The next morning, the villa was quieter than usual. The noblewoman had left with her son just before dawn, whispering tearful thanks as they rode away in a small, creaky carriage.
Elric watched them disappear down the dirt path.
"They'll talk," he said simply.
Lira glanced up from the floor where she was scrubbing herbs. "About what?"
"That the 'mad prince' healed a dying child without a single spell."
She paused, hand tightening on the brush. "You don't want them to talk?"
"I didn't say that."
Elric turned toward the rising sun, golden light painting the tips of the trees.
"I just want to control what they say."
---
By midday, a new face arrived at the gates—a young peasant woman clutching her arm, bandaged poorly with torn cloth and dried leaves. Lira opened the door, startled.
"Is... is the prince taking patients?" the girl asked timidly.
Elric overheard from his workspace. He stepped into view. "Let her in."
---
Over the next week, three more villagers came.
A man with a swollen leg from an untreated break.
A mother with a sick infant whose skin had turned yellow.
A young hunter with an infected arrow wound.
Elric treated them all with calm precision—sterilizing wounds, stitching carefully, teaching Lira how to boil water before cleaning, not after.
To them, he was a quiet miracle. They didn't question why a royal knew these things. Most were too poor, too desperate to care.
But rumors don't ask for permission.
And soon, the countryside buzzed with whispers.
The prince who can cure without magic.
The mad one, touched by gods or ghosts.
The fallen royal who sees death... and wins.
---
One evening, as Elric was cleaning his makeshift scalpel, Lira sat on the windowsill watching the lanterns flicker outside.
"Doesn't it bother you?" she asked. "That they're starting to talk about you like... like you're some kind of chosen one?"
He didn't look up. "They'll believe what helps them sleep at night."
"And what do you believe?"
He paused, then said softly, "That knowledge can be louder than power—if you let it grow."
She looked at him for a long time.
"You're not the same prince I met a week ago."
He finally looked up. "Good."
---
Far away, inside the marble halls of the palace, the head royal physician stood before King Taran.
"There's a problem," he said coldly.
The king didn't look up from his scroll. "Speak."

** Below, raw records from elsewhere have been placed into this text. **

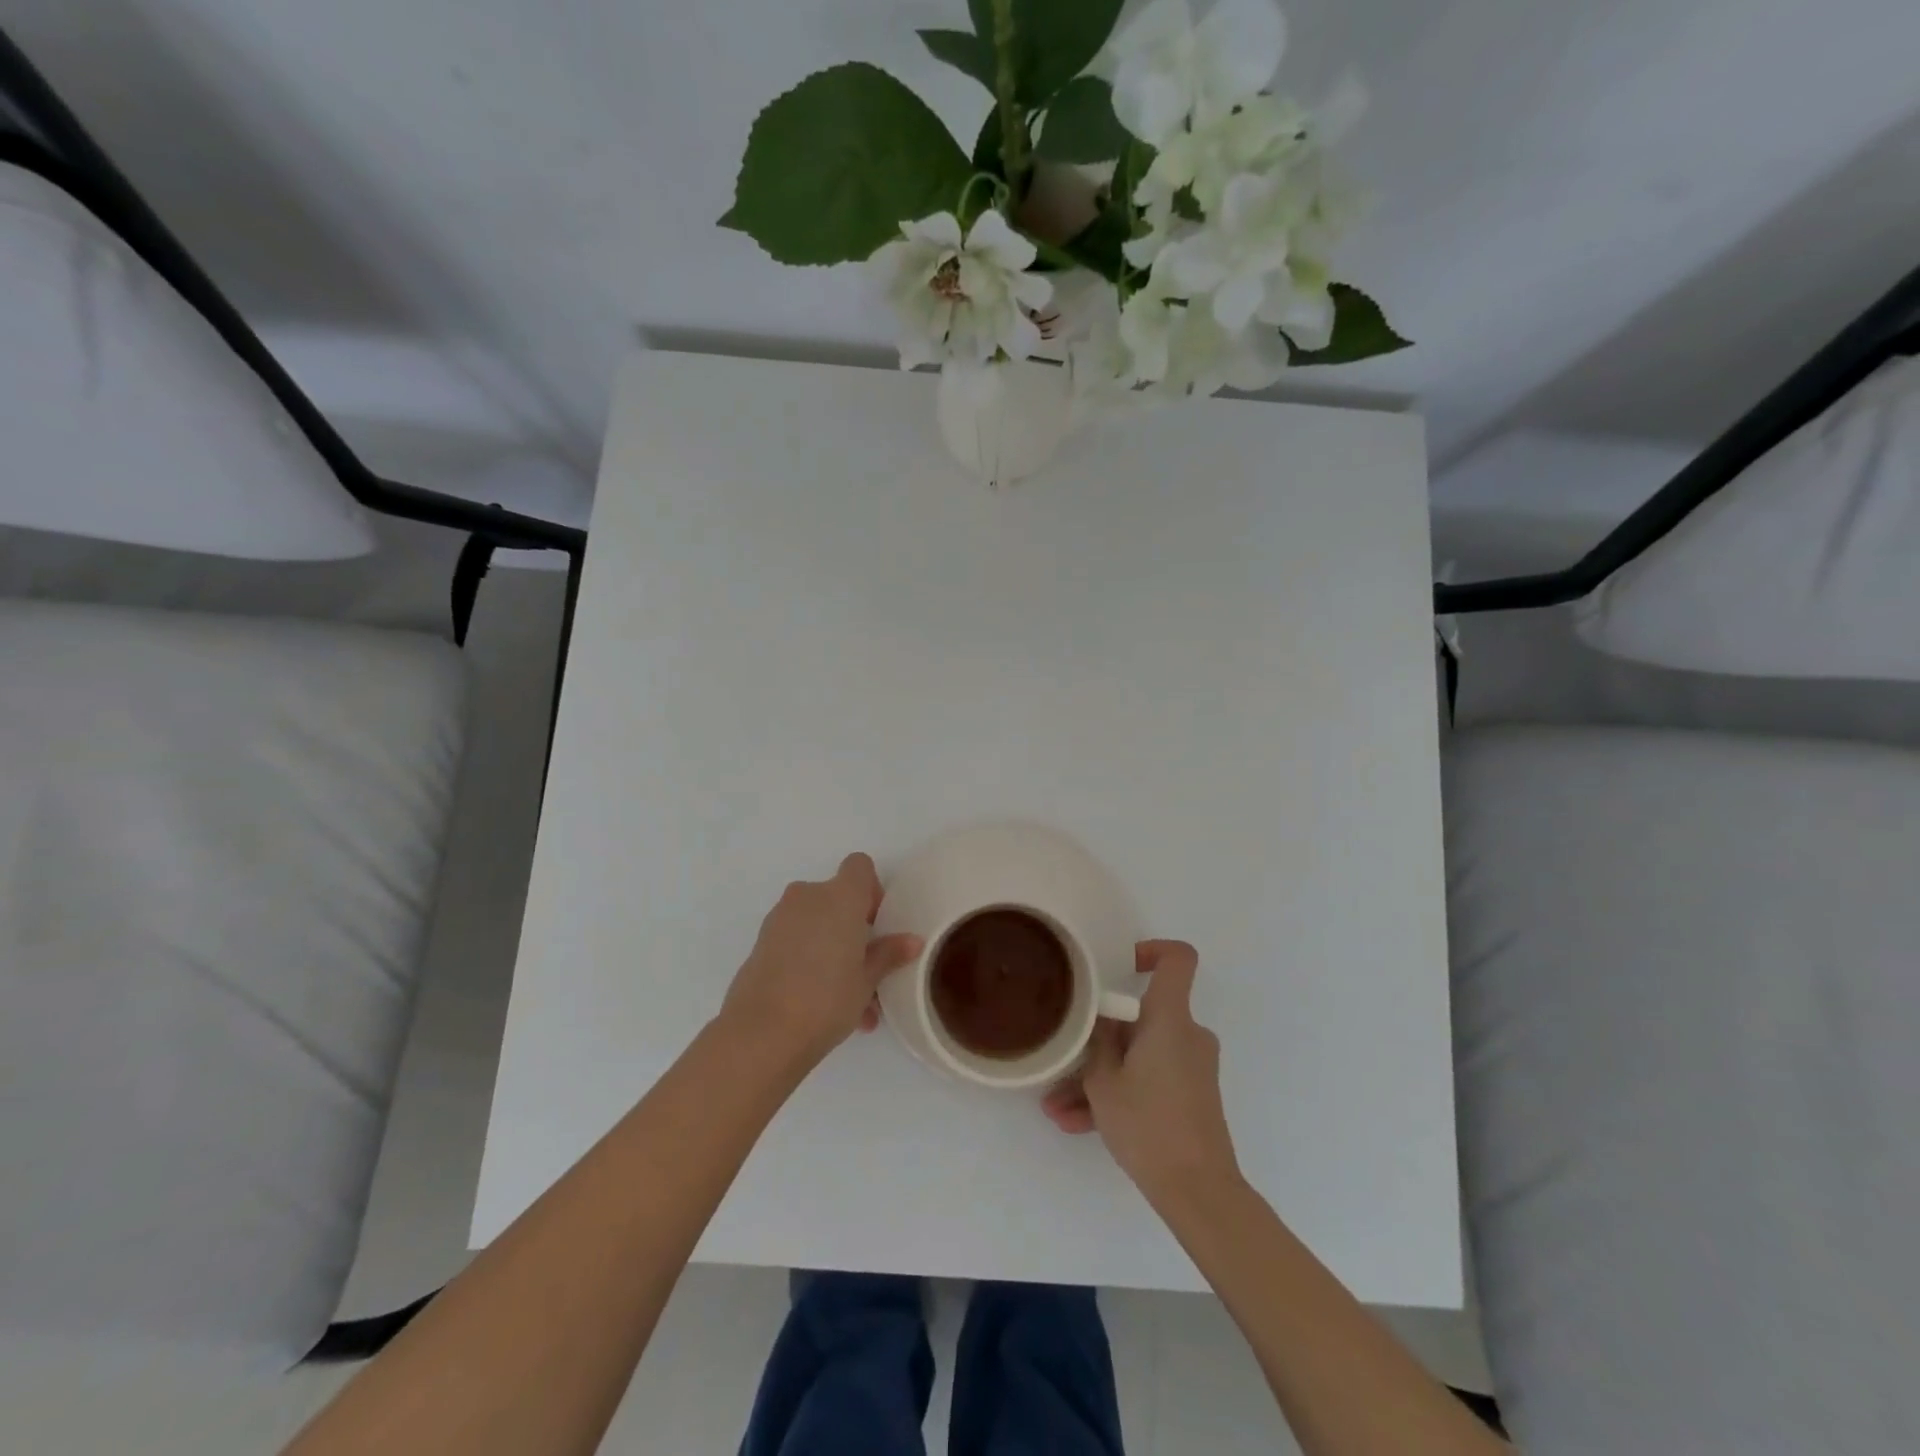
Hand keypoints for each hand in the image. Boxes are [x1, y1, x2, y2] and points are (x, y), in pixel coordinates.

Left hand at [721, 853, 922, 1065]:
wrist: (761, 1034)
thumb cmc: (826, 999)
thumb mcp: (867, 980)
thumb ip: (889, 954)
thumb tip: (912, 941)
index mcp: (839, 896)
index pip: (859, 867)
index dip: (872, 891)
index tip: (877, 925)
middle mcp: (807, 897)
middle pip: (837, 899)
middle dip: (853, 929)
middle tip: (867, 969)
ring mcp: (779, 919)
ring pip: (816, 924)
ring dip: (833, 951)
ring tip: (851, 1002)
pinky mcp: (760, 943)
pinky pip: (796, 942)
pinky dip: (810, 961)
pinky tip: (822, 1005)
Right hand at [1042, 940, 1240, 1202]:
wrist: (1198, 1191)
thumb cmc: (1149, 1124)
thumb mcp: (1104, 1081)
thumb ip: (1097, 1042)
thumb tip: (1099, 1020)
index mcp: (1170, 1018)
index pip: (1178, 960)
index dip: (1152, 951)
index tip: (1122, 966)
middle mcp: (1187, 1034)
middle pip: (1141, 1018)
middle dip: (1099, 1040)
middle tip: (1064, 1062)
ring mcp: (1191, 1066)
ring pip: (1138, 1056)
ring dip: (1100, 1076)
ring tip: (1058, 1108)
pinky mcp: (1190, 1095)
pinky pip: (1149, 1079)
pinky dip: (1119, 1094)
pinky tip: (1077, 1123)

"The prince. He's healing peasants. Without our oversight. Using... unlicensed methods."
The king raised an eyebrow. "He's doing what court physicians fail to?"
The man hesitated. "It undermines protocol. He's attracting attention."
King Taran finally looked up, voice sharp.
"Send someone. A scholar. Tell them to observe the boy quietly."
The physician bowed, his face was pale.
"Yes, Your Majesty."
---
Back at the villa, Elric sat at his desk by candlelight, scribbling new notes:
Observation #31: Infection prevention is possible through boiling and wrapping wounds in clean linen soaked with vinegar. Needs trial.
Outside, the wind rustled leaves like whispers of things to come.
And in the shadows beyond the hills... someone was already watching.